▶ [Provided data]
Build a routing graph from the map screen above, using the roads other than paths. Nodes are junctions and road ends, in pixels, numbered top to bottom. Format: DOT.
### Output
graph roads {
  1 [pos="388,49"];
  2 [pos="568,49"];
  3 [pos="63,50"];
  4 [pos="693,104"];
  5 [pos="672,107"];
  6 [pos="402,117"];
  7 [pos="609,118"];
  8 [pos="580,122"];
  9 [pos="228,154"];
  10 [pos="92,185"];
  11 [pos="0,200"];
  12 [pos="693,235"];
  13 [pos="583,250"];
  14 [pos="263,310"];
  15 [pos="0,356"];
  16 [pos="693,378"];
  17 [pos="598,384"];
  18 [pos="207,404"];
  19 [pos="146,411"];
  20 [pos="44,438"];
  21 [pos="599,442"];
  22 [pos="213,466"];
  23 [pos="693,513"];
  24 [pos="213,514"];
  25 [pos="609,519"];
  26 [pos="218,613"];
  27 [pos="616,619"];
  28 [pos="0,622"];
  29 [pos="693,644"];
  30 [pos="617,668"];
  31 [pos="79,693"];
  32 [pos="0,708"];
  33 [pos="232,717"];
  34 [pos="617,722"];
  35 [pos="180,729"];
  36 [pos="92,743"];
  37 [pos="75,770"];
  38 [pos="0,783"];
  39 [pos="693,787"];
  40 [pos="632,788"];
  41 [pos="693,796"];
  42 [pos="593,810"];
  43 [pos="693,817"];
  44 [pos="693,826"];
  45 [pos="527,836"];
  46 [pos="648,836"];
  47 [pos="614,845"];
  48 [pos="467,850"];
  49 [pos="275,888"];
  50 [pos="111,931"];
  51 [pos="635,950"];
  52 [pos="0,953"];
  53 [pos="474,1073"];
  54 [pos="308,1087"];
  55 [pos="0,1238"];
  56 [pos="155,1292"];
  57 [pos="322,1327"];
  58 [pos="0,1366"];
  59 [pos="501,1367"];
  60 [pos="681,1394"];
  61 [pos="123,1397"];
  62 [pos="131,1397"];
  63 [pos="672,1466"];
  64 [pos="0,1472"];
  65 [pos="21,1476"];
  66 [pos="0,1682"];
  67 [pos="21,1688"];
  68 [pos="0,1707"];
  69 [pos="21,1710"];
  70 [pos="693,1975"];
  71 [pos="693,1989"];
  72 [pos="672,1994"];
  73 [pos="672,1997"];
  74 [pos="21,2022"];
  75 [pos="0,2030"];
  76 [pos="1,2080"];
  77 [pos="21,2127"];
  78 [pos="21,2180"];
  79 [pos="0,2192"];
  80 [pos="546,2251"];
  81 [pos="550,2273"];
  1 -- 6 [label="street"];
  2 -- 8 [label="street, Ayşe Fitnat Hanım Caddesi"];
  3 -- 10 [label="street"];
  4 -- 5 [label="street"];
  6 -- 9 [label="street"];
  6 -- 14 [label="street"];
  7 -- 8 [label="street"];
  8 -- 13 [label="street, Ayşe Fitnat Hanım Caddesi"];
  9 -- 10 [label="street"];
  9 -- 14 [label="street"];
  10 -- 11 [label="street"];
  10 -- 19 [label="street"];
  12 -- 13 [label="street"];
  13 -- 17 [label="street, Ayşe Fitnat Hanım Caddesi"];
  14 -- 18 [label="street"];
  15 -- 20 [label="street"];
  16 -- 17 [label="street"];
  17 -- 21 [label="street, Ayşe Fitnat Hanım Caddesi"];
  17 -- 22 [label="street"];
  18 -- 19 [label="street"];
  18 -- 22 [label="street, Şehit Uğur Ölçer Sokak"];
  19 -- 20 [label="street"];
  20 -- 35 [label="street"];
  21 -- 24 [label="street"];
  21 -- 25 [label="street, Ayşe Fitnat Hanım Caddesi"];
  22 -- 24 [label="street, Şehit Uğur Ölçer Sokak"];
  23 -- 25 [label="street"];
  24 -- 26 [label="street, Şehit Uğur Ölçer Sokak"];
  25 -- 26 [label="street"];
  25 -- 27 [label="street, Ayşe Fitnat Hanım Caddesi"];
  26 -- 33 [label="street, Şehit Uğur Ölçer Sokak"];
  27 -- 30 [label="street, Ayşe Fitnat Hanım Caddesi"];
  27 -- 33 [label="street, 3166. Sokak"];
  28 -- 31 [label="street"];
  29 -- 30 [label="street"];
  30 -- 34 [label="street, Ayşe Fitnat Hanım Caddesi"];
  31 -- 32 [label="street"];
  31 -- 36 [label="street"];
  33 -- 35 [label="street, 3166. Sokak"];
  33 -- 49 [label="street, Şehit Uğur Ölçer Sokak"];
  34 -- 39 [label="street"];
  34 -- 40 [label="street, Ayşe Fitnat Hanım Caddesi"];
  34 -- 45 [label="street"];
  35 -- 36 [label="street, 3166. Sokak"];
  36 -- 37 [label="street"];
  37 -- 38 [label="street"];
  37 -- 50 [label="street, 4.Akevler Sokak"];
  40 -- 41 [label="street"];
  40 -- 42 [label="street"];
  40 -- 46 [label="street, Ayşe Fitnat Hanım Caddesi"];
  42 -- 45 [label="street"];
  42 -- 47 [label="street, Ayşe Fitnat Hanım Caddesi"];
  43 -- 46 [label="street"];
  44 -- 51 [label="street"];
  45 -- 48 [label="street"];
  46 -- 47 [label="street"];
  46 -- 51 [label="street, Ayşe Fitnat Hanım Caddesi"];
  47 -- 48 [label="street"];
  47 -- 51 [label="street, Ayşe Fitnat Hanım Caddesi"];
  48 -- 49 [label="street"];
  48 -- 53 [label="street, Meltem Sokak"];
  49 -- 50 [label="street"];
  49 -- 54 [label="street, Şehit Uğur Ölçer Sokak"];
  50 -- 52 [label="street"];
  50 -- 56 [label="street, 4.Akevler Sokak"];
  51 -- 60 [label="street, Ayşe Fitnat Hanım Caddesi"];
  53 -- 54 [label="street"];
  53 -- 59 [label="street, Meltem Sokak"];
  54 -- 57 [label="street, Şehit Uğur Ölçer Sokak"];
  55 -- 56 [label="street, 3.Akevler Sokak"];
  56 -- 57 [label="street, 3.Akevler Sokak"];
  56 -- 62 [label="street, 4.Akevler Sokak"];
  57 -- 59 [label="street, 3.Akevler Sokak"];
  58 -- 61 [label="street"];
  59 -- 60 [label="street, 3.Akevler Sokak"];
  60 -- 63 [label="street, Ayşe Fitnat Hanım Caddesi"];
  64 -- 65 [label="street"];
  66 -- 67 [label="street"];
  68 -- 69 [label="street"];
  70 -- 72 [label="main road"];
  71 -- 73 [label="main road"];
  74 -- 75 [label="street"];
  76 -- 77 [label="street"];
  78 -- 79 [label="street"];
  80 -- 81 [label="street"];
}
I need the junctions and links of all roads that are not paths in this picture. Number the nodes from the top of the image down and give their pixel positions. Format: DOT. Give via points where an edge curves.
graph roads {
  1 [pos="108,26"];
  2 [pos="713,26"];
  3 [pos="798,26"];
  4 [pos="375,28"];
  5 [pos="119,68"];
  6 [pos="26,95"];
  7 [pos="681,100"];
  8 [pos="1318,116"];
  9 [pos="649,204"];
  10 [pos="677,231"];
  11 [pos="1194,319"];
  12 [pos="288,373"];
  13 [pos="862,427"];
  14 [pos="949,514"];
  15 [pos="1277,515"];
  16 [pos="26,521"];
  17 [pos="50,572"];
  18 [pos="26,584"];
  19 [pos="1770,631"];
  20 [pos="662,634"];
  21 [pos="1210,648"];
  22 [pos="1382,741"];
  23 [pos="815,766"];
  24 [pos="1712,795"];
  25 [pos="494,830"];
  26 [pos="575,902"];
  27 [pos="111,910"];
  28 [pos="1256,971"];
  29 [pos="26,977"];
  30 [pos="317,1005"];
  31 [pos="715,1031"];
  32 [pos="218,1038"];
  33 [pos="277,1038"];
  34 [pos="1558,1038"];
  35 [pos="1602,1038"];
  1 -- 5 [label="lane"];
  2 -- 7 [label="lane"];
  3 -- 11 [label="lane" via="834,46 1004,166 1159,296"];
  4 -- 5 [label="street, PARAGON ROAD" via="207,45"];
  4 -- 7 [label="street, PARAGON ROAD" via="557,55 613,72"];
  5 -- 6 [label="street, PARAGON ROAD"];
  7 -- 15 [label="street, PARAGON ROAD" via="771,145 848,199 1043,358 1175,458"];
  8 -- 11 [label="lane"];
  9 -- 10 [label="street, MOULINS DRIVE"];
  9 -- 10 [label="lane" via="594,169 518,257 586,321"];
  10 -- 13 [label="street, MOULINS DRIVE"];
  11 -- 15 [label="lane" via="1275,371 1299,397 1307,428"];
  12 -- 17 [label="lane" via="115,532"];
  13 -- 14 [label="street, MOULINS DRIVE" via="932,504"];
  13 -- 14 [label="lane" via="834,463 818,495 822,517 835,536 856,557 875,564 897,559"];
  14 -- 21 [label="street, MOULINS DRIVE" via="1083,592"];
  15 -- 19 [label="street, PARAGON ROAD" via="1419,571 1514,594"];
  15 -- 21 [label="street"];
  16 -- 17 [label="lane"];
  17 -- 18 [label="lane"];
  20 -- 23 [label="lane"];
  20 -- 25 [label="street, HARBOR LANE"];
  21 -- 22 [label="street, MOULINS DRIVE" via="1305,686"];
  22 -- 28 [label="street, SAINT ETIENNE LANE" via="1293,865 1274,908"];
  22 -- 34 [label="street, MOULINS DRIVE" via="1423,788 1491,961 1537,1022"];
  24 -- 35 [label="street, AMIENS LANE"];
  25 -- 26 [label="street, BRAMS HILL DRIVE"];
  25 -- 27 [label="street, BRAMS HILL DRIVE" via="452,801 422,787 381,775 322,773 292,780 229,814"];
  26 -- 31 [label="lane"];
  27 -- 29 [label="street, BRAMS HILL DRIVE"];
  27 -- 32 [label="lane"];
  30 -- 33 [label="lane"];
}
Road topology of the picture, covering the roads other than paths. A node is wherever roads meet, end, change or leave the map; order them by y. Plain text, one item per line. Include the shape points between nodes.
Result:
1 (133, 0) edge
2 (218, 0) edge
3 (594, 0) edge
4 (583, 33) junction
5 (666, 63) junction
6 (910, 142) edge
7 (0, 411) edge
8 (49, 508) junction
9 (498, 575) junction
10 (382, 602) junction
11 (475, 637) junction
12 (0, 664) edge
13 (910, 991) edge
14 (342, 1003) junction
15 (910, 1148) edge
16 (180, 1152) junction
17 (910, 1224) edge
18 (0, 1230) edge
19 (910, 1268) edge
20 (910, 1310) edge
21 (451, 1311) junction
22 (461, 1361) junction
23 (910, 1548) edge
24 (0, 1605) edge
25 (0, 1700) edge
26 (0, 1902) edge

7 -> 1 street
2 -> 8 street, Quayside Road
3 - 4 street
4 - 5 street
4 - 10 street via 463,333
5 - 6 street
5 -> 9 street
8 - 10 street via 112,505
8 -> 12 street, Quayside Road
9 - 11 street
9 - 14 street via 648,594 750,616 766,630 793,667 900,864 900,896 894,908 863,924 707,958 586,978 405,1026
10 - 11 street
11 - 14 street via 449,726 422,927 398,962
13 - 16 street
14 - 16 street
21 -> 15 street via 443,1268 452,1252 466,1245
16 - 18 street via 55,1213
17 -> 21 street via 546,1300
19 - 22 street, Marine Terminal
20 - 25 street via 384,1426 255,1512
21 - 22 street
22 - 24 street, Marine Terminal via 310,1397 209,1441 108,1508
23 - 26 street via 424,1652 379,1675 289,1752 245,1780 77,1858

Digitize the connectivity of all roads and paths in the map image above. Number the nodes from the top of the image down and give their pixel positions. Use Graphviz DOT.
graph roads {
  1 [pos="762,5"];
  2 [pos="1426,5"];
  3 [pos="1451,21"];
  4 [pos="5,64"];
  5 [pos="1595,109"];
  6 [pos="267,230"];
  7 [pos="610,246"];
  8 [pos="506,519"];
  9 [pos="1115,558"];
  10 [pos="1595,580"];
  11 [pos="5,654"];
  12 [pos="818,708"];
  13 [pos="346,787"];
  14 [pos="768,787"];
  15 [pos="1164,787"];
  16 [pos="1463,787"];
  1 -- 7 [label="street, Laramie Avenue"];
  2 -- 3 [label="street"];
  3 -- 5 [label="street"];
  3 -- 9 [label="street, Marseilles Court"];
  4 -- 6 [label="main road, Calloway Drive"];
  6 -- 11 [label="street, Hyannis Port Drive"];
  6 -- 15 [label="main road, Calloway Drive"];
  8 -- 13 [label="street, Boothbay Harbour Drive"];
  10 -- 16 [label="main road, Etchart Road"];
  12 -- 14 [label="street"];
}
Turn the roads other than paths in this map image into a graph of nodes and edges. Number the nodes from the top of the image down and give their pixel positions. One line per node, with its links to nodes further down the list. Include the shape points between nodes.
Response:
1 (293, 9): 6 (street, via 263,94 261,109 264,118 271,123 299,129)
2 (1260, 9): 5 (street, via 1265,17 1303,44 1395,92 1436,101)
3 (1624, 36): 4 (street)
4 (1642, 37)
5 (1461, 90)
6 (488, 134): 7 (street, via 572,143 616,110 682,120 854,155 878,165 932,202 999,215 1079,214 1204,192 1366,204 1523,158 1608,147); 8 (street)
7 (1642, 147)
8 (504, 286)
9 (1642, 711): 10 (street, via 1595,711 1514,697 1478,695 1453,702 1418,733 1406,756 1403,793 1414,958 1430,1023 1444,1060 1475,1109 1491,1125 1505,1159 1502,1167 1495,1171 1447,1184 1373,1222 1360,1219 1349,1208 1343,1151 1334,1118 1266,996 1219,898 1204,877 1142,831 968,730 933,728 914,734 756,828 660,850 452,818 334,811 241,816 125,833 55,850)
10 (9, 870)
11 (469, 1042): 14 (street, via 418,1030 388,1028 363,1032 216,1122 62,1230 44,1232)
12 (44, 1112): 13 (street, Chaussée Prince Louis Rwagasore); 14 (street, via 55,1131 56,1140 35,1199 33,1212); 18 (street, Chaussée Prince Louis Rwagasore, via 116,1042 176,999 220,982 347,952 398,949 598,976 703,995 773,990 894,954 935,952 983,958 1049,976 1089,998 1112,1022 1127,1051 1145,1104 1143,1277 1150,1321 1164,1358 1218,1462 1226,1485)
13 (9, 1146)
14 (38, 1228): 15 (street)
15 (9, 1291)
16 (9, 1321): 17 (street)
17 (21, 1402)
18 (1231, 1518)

▶ [Task] Considering the records line by line, how many lines hold the string "Marine"? Say only the number.

▶ [Exercise solution] 2